Shadows of Our Forgotten Ancestors
(Sergei Parajanov) **** - Set in a small village of indigenous
Ukrainian Hutsuls, this film follows a tragic love story. Yes, we've
seen tragic love stories before but this one is really something else.
This is my first time dipping my toes into the cinema of Sergei
Parajanov and it certainly will not be the last. As the story unfolds,
the film takes on many, many forms and actually surprises you. The
combination of the rather exotic milieu and Parajanov's unique visual
style gives the film moments of surrealism, fantasy and occasionally
even horror. It's something every serious cinephile should check out.
The Bank Dick (Edward F. Cline)
***1/2 - This is my first foray into the feature films of W.C. Fields.
Much like the Marx Brothers movies, this film's plot takes a back seat
to one-liners, bits and gags by the famous comedian. It's pretty much
about a drunkard who wishes his loudmouth family to leave him in peace
and gets into one trouble after another. It starts quite strong with a
lot of real good laughs. It also ends strong with an insane car chase.
The middle part, I must admit, was a bit hit-and-miss for me. It's a
solid comedy and I'd see a W.C. Fields movie again but I think I prefer
the Marx Brothers.
Godzilla (Gareth Edwards) ***1/2
- I saw this movie on 3D IMAX. Personally, I don't think the 3D was
needed but the large screen of IMAX is more than worth it. You can
actually see the scale of the large monsters (yes, MONSTERS) in this
picture and it's a stunning sight. That's not to say this is a perfect
film. I have a few issues with it. I mean like with lots of movies of
this ilk, the human story could have been A LOT better especially since
they've hired great actors to fill it (and Aaron Taylor-Johnson...ZING!

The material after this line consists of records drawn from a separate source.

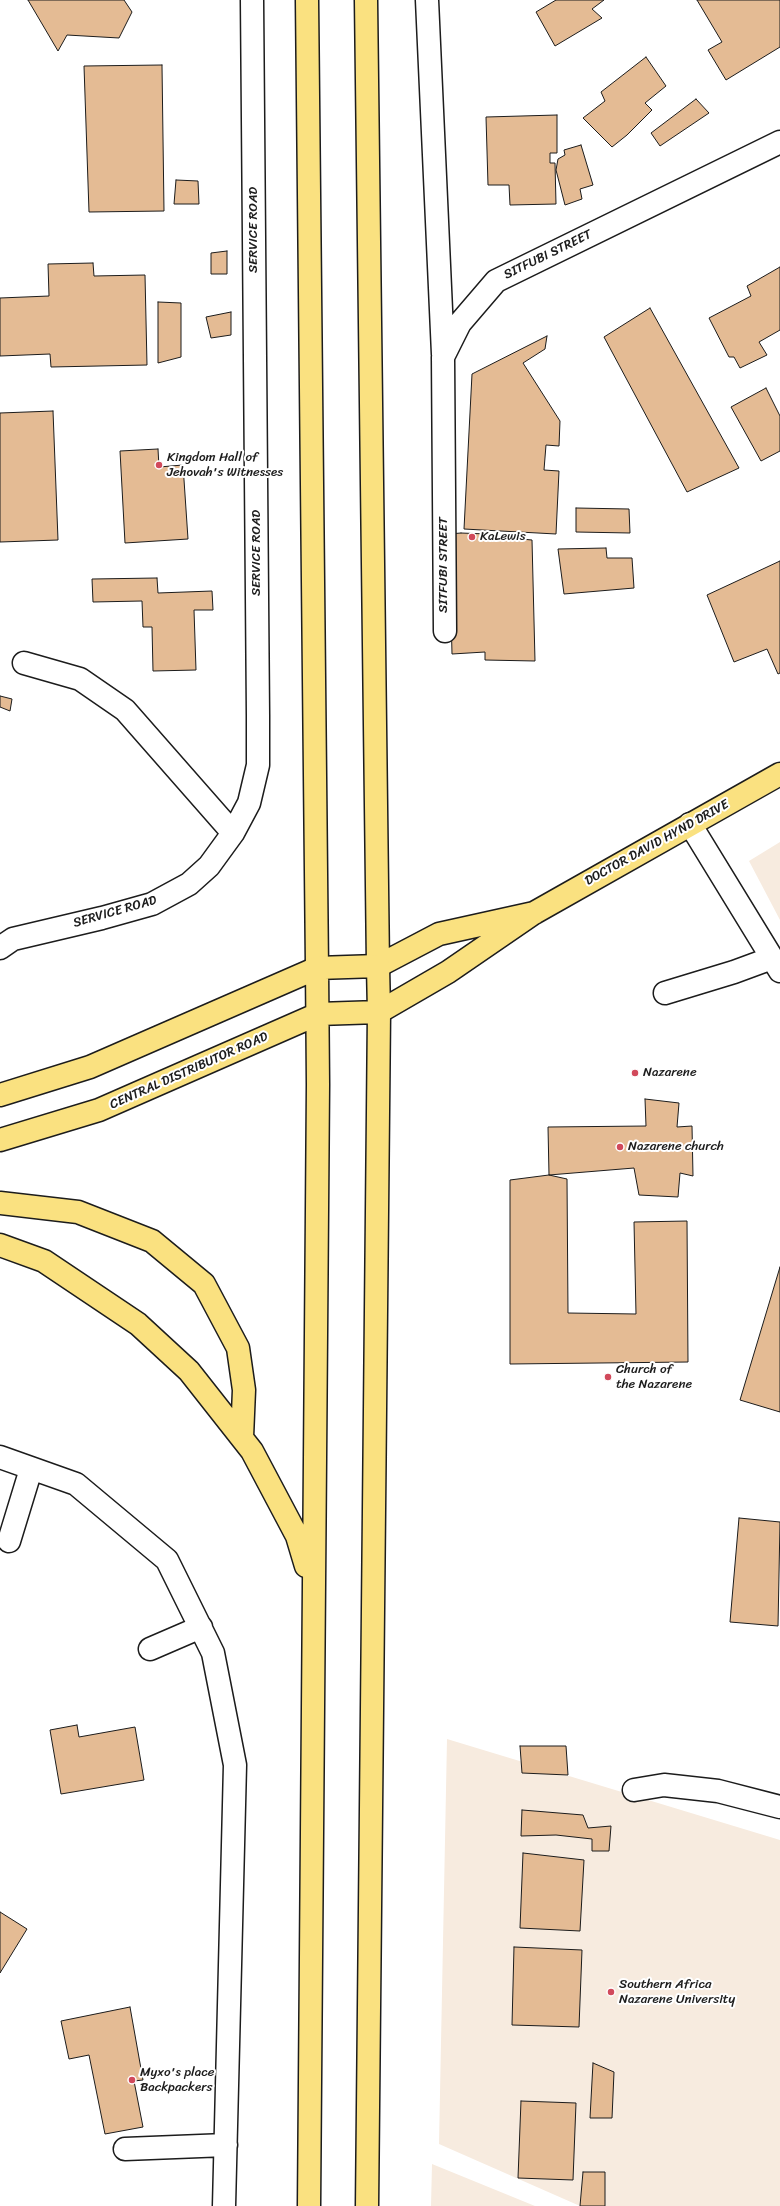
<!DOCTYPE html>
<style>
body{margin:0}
canvas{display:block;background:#fff}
</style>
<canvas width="780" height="2206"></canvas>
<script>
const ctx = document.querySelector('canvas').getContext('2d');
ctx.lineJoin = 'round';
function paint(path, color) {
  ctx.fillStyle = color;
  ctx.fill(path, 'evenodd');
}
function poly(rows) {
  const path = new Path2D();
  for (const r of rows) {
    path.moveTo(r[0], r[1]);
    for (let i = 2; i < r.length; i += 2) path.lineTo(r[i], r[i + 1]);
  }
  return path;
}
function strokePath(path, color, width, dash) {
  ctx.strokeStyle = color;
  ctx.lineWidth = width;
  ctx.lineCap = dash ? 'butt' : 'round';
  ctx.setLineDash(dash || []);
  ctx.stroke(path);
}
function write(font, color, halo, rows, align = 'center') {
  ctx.font = font + ' Sriracha,sans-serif';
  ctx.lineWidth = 4;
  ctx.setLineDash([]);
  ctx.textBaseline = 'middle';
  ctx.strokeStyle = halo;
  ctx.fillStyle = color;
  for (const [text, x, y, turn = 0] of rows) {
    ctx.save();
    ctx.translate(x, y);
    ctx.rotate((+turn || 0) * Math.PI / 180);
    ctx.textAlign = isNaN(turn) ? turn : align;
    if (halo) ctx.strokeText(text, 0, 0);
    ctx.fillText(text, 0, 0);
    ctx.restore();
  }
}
const built = poly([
 [780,842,780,920,749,861],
 [447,1739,780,1840,780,2206,580,2206,439,2144],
 [432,2164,535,2206,431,2206]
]);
const building = poly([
 [28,0,124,0,132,12,119,38,67,35,58,51,28,0],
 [556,0,604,0,592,9,602,18,555,46,536,12,556,0],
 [697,0,780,0,780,47,726,80,708,50,722,42,697,0],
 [646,57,666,86,645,103,652,110,627,135,612,147,583,118,605,101,601,92,646,57],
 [162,65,164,211,89,212,84,66,162,65],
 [696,99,709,113,660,146,651,133,696,99],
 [557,115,557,153,550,153,550,163,555,163,556,204,510,205,509,185,488,185,486,117,557,115],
 [581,145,593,185,580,189,582,199,565,205,556,170,558,159,565,155,564,150,581,145],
 [176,180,198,181,199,204,174,204,176,180],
 [227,251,227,274,211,274,211,253,227,251],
 [93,263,94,276,145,275,147,365,51,367,50,354,0,356,0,298,49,296,48,264,93,263],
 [780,267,780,330,759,342,767,355,740,368,734,357,729,357,709,318,751,296,747,286,780,267],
 [158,302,181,303,181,357,158,363,158,302],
 [650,308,739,468,687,492,604,337,650,308],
 [231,312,231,335,211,338,206,317,231,312],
 [547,336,545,349,523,363,560,421,559,446,546,445,544,470,559,471,556,534,464,529,472,374,547,336],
 [766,388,780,416,780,451,761,461,731,407,766,388],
 [53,411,58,540,0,542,0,413,53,411],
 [158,449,159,467,183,465,188,539,125,543,120,451,158,449],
 [576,508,629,509,630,533,576,532,576,508],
 [461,533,487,534,501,537,532,540,535,661,485,660,485,652,452,654,449,534,461,533],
 [606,548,607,558,632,558,634,588,564,594,558,549,606,548],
 [780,561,780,673,778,674,767,649,734,662,707,595,780,561],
 [157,578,158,593,212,591,213,610,194,610,196,670,153,671,152,627,143,627,142,601,93,602,92,579,157,578],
 [0,696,12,699,10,711,0,707,0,696],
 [645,1099,679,1103,677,1127,692,1126,693,1176,680,1173,678,1197,639,1195,634,1168,549,1175,548,1127,646,1126,645,1099],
 [549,1175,567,1179,568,1313,636,1314,634,1222,687,1221,688,1362,510,1364,510,1180,549,1175],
 [780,1267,780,1412,740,1400,780,1267],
 [739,1518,780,1522,778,1626,730,1622,739,1518],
 [77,1725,79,1737,135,1727,144,1780,61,1794,50,1730,77,1725],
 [520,1746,566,1746,568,1775,522,1773,520,1746],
 [522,1810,583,1815,588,1828,611,1826,609,1851,592,1851,592,1839,556,1835,521,1836,522,1810],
 [523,1853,584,1860,580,1931,520,1928,523,1853],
 [0,1912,27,1929,0,1973,0,1912],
 [514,1947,582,1950,579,2027,512,2025,514,1947],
 [130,2007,143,2080,134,2081,143,2127,105,2134,89,2055,69,2059,61,2021,130,2007],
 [593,2063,614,2072,612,2118,590,2118,593,2063],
 [521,2101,576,2103,573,2180,518,2178,521,2101],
 [583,2172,605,2172,605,2206,580,2206,583,2172]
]);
const minor = poly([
 [427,0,443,354],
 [445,631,443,357,460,323,496,281,780,142],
 [24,663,80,679,125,710,233,833],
 [690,824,780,971],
 [0,948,13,939,102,918,152,904,189,884,209,866,233,833,249,803,258,765,258,715,252,0],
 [665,993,734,972,772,958],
 [0,1457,76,1484,167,1560,213,1653,235,1765,224,2206],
 [9,1541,31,1469],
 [150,1649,201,1627],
 [634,1790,664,1785,718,1791,780,1807],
 [125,2149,226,2145]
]);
const major = poly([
 [307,0,317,968],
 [366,0,378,966,439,934,534,913],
 [379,1012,448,972,534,913,780,774]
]);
const highway = poly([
 [0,1095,90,1067,317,968,378,966,379,1012,367,2206],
 [0,1140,99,1110,318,1014,379,1012],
 [0,1203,78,1212,152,1241,204,1284,238,1348,244,1390,242,1437],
 [0,1245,44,1261,138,1324,189,1371,252,1451,297,1536,306,1566],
 [309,2206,318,1085,317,968]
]);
const markers = [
 [159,465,4,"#d1495b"],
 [472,537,4,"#d1495b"],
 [635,1073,4,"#d1495b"],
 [620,1147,4,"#d1495b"],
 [608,1377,4,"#d1495b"],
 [611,1992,4,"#d1495b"],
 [132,2080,4,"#d1495b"]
];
const streetNames = [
 ["SERVICE ROAD",254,230,-90],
 ["SITFUBI STREET",548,255,-26],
 ["SERVICE ROAD",257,553,-90],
 ["SITFUBI STREET",444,565,-90],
 ["DOCTOR DAVID HYND DRIVE",657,843,-29],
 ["SERVICE ROAD",115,912,-16],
 ["CENTRAL DISTRIBUTOR ROAD",189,1071,-24]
];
const poiNames = [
 ["Kingdom Hall of",167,458],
 ["Jehovah's Witnesses",167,473],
 ["KaLewis",480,537],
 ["Nazarene",643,1073],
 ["Nazarene church",628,1147],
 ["Church of",616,1370],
 ["the Nazarene",616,1385],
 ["Southern Africa",619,1985],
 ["Nazarene University",619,2000],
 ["Myxo's place",140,2073],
 ["Backpackers",140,2088]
];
paint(built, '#f7ebdf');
paint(building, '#e4bb94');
strokePath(building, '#1c1c1c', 1);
strokePath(minor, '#1c1c1c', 25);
strokePath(major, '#1c1c1c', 25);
strokePath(highway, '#1c1c1c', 25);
strokePath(minor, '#fff', 22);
strokePath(major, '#fae180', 22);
strokePath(highway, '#fae180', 22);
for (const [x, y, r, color] of markers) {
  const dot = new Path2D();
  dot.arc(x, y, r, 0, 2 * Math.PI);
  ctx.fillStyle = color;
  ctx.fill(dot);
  strokePath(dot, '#fff', 1.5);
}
write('13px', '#1c1c1c', '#fff', streetNames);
write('13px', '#1c1c1c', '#fff', poiNames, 'left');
</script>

Kidding, he wasn't that bad) but it's good enough to ground the monster
action that is to come. Unlike the 1998 Roland Emmerich film, this film,
I feel, as a fan of the original film, RESPECTED Godzilla and the
monsters here, it's a strange thing to say, but they have SOULS. The
ending was oddly moving. Gareth Edwards was a promising filmmaker in Monsters but he fulfilled that promise with this film. A truly enjoyable summer blockbuster.
Love and Death (Woody Allen)
***1/2 - My exploration into the so-called earlier, funnier Woody Allen
movies continues with this really, really funny film that's essentially
an Ingmar Bergman parody (though Russian cinema and literature gets
parodied quite a bit too). Basically, it's the Woody Allen-type neurotic
character transposed into 1700's Russia during Napoleon's invasion. The
result is quite hilarious. It sometimes feels like a Marx Brothers
movie with only one Marx brother. Personally, I prefer the late 70's to
mid-80's Woody Allen but these earlier, funnier ones are really worth
watching and funnier than most comedies today.